Question 663663: These problems I have been working on all weekend, and I do not understand. My grade and passing the course depends on this. HOWEVER, I have not received a single reply. WHY? Very unusual, from the tutors here! I need your help, if I could pay I would! It is that important.
Problem 1: Assume that the mean score on a certain aptitude test across the nation is 100,and that the standard deviation is 20 points. Find the probability that the mean aptitude test score for a randomly selected group of 150 8th graders is 100. (Points:3)

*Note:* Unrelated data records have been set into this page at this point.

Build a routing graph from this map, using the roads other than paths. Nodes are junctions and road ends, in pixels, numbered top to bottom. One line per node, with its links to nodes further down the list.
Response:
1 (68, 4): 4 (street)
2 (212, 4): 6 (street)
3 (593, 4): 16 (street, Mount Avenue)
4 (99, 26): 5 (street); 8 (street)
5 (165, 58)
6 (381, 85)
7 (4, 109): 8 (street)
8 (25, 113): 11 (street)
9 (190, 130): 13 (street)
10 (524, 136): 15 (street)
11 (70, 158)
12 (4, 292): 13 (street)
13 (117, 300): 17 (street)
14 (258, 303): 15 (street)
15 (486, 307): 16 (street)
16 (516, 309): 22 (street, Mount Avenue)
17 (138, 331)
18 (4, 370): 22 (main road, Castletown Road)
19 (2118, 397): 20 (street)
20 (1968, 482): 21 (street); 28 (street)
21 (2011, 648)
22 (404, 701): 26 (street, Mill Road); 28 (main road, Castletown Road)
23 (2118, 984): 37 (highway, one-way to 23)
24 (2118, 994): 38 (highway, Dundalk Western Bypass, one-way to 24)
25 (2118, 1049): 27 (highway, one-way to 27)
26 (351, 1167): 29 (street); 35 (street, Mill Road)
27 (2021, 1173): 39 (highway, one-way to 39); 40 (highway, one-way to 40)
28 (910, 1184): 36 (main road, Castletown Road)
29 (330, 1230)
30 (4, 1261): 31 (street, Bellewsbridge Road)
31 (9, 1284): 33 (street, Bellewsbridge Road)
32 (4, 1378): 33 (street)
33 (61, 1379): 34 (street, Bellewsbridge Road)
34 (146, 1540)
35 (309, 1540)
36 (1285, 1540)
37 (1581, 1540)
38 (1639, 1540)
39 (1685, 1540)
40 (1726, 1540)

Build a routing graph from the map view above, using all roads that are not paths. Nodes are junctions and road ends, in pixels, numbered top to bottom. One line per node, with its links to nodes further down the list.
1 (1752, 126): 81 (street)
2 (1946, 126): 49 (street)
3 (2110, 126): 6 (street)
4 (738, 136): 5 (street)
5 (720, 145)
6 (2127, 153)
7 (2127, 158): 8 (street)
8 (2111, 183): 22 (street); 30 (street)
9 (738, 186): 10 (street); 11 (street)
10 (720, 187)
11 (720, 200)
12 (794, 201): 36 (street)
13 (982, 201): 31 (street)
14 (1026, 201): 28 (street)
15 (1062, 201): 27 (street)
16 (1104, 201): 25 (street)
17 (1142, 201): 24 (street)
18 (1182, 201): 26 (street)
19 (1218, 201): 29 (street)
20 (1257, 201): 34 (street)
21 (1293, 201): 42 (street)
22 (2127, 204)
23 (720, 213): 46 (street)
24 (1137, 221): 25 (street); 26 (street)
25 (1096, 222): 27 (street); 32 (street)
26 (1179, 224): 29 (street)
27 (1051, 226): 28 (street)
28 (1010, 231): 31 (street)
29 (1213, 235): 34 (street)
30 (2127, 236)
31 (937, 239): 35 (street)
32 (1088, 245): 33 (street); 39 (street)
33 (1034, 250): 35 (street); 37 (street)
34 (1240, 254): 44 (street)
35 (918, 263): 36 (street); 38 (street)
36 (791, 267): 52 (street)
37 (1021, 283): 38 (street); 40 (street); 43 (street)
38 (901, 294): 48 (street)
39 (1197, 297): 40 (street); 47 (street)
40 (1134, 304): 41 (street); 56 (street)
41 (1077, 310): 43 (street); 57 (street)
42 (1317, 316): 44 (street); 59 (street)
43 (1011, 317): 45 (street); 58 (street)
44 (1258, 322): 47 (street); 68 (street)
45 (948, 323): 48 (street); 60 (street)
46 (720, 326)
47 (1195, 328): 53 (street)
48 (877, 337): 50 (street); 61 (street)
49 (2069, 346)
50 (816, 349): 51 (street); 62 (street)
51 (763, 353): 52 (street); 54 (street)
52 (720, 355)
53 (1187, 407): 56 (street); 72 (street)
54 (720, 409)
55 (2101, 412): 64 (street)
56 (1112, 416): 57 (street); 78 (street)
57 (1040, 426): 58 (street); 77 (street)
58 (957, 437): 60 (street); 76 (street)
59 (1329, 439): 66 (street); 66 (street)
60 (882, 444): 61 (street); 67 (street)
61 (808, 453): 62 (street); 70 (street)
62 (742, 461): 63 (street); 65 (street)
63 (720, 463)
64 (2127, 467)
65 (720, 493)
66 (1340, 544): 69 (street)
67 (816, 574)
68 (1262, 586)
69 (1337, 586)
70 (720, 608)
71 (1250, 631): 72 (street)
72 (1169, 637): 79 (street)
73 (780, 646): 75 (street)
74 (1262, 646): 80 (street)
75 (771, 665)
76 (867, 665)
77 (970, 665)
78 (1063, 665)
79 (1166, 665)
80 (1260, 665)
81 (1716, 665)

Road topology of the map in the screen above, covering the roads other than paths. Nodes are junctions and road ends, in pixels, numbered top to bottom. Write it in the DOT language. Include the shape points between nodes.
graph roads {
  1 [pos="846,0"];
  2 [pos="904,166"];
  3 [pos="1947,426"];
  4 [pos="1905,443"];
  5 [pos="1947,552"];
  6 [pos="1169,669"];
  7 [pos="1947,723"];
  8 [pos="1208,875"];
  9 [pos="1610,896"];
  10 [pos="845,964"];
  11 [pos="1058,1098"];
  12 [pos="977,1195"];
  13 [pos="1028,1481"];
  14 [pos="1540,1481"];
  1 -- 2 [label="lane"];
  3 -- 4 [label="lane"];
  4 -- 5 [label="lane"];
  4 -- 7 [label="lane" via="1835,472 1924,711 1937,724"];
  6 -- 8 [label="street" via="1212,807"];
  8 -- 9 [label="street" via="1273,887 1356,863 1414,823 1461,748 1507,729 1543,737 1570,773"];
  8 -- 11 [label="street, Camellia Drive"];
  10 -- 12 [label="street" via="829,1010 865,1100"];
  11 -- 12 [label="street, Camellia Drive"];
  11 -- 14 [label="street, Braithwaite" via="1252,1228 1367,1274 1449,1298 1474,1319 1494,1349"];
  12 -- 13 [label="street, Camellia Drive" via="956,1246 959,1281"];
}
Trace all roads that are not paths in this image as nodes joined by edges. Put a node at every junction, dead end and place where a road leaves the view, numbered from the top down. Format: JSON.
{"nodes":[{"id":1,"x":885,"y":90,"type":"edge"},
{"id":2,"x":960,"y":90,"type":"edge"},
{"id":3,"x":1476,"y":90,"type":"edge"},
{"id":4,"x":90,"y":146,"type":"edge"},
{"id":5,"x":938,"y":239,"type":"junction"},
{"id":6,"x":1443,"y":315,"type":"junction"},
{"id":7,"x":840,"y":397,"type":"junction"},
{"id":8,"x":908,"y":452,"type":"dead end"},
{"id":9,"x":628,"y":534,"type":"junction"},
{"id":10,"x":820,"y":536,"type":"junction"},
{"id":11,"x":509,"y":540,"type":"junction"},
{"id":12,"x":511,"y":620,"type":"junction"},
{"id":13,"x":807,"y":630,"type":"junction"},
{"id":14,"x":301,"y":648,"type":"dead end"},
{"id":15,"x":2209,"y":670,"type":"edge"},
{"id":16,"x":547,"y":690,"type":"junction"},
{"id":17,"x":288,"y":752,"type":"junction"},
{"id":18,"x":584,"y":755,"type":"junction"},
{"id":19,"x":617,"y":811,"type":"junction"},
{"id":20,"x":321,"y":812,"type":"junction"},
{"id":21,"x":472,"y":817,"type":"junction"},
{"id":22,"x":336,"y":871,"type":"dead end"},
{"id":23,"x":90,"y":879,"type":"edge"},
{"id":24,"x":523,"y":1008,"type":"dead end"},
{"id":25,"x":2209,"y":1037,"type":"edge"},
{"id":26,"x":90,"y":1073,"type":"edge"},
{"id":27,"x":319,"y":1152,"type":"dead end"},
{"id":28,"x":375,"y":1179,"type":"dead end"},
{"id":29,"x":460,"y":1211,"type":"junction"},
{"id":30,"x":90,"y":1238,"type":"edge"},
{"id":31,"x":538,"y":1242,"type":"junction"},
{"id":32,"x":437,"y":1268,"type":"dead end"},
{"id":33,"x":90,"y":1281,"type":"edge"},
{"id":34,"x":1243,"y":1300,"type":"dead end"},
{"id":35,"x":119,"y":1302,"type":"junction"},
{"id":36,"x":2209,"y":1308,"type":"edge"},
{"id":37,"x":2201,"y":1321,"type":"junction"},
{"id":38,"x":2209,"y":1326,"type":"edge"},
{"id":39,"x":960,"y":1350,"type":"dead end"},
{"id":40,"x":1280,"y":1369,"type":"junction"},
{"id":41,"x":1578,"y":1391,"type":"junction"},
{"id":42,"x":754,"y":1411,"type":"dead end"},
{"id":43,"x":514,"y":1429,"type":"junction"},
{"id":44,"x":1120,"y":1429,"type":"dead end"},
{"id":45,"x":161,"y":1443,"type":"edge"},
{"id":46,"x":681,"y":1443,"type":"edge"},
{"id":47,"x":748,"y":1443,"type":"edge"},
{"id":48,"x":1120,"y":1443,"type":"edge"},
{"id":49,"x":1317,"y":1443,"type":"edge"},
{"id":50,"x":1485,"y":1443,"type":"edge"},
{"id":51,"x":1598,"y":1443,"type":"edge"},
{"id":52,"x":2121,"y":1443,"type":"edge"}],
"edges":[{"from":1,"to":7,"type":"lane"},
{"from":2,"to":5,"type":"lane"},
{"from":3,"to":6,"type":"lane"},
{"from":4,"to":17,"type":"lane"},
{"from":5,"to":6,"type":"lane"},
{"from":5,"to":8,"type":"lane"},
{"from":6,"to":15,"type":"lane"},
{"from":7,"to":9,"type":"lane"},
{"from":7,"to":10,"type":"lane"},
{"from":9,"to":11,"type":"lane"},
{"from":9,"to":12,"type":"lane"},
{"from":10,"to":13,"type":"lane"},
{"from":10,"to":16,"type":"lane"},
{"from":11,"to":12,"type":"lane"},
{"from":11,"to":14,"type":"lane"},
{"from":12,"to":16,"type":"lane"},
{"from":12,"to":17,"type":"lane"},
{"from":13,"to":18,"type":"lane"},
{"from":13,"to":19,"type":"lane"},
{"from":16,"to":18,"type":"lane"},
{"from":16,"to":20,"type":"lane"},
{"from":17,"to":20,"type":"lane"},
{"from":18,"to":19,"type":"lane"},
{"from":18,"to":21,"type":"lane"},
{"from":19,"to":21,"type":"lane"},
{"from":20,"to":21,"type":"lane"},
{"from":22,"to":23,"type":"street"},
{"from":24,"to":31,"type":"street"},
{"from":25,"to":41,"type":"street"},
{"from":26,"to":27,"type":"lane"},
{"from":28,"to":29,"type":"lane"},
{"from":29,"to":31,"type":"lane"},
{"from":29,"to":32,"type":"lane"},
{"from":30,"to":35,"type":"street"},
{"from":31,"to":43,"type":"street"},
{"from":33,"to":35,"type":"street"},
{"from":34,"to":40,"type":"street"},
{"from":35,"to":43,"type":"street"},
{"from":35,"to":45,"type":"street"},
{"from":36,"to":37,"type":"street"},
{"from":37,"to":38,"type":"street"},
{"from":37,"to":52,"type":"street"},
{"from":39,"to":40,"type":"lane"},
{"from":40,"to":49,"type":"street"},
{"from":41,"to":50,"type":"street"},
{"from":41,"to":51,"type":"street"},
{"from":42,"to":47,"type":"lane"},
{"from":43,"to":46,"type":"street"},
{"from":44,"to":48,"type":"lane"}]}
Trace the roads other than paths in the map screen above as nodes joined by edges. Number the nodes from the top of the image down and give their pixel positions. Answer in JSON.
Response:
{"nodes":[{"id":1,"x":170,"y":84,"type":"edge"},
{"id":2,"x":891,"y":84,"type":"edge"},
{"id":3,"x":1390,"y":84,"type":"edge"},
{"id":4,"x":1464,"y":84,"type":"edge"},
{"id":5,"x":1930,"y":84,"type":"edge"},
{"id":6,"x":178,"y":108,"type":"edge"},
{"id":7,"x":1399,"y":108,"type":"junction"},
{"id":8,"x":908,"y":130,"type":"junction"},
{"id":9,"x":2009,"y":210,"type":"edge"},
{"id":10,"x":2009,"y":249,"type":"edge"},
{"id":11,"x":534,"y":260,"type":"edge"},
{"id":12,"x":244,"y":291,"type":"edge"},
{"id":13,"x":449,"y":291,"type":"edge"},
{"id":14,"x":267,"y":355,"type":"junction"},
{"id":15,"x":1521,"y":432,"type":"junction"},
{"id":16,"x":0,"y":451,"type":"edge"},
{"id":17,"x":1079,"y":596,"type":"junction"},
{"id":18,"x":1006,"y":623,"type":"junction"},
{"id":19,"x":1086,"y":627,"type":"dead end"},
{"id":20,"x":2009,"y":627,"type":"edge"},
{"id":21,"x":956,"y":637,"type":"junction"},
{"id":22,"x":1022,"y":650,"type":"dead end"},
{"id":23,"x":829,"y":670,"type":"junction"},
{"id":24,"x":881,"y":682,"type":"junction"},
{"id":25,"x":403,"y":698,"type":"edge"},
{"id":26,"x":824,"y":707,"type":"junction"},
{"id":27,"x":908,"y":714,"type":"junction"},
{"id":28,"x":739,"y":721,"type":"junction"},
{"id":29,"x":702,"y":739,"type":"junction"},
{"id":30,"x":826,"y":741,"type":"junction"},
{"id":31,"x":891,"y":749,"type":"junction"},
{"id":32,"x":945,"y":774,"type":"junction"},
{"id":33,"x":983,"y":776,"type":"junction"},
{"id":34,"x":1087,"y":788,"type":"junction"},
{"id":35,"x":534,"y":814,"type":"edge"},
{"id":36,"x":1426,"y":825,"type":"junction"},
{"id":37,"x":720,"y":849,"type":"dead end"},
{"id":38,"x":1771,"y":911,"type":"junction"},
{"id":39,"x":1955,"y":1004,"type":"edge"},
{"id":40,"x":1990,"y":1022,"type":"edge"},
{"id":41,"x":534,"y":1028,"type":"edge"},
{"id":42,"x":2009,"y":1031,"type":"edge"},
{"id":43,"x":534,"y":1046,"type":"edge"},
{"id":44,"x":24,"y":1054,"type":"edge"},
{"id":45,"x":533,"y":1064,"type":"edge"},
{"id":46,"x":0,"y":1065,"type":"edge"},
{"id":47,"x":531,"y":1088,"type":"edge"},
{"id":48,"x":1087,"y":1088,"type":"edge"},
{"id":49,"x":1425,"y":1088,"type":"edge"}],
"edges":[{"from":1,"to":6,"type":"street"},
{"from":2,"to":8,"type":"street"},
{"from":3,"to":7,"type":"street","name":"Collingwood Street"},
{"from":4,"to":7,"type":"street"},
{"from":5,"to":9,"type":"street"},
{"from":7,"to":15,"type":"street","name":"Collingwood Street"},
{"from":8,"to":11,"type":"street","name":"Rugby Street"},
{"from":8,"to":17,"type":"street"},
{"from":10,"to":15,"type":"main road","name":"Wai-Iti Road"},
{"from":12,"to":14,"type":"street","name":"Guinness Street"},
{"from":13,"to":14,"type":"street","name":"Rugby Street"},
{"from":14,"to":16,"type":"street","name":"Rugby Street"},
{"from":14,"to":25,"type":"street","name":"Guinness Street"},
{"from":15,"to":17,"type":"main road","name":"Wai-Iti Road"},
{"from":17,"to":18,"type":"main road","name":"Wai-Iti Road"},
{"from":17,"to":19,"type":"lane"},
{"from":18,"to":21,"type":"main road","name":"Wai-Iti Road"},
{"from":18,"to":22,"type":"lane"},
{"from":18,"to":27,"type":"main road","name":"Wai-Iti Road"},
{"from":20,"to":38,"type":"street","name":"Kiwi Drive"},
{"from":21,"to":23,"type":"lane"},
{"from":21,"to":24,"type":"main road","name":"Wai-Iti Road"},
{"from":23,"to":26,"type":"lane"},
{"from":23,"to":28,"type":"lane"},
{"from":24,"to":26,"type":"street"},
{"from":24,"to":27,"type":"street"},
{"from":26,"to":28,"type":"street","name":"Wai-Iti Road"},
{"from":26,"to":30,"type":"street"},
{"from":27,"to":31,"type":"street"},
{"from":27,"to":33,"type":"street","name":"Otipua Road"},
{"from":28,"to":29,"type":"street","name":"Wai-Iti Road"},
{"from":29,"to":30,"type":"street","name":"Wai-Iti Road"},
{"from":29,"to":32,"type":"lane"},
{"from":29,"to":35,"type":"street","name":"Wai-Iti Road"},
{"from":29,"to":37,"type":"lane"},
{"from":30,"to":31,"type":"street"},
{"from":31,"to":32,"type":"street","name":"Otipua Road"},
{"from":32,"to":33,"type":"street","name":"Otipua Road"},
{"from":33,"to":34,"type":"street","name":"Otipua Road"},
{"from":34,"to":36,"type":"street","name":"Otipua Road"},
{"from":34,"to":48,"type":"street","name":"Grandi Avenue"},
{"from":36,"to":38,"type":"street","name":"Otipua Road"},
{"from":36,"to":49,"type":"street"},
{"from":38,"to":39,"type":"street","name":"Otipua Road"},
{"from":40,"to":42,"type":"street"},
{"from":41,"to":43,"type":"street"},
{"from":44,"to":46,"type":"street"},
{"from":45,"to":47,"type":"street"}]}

Solution what I am doing right or wrong: z=(100)=(100-100)/20=-0/20=
Problem2:.Assume that a sample is drawn and z(a/2) =1.96 and σ=35. Answer the following questions:
If the Maximum Error of Estimate is 0.02 for this sample, what would be the sample size? ( I got this far: N=zs/E)^2N= (1.96 *35/)(.02^2=) don’t know if I am doing it right)
Given that the sample SIZE is 400 with this same z(a/2) and σ, what would be the Maximum Error of Estimate? (My workings are E= zs/sqrt(n) E= 1.96*35/sqrt400=.606)
What happens to the Maximum Error of Estimate as the sample size gets smaller? (I have no idea)
What effect does the answer to C above have to the size of the confidence interval? (My work; As sample gets larger the ME gets smaller so the CI gets smaller.) (Points:8)
Problem:3 By measuring the amount of time it takes a component of a product to move from one workstation to the next, an engineer has estimated that the SD is 4.34 seconds. Answer all of the question by showing your work:
How many measurements should be made in order to be 90% CERTAIN that the ME of estimation will not exceed 2.0 seconds?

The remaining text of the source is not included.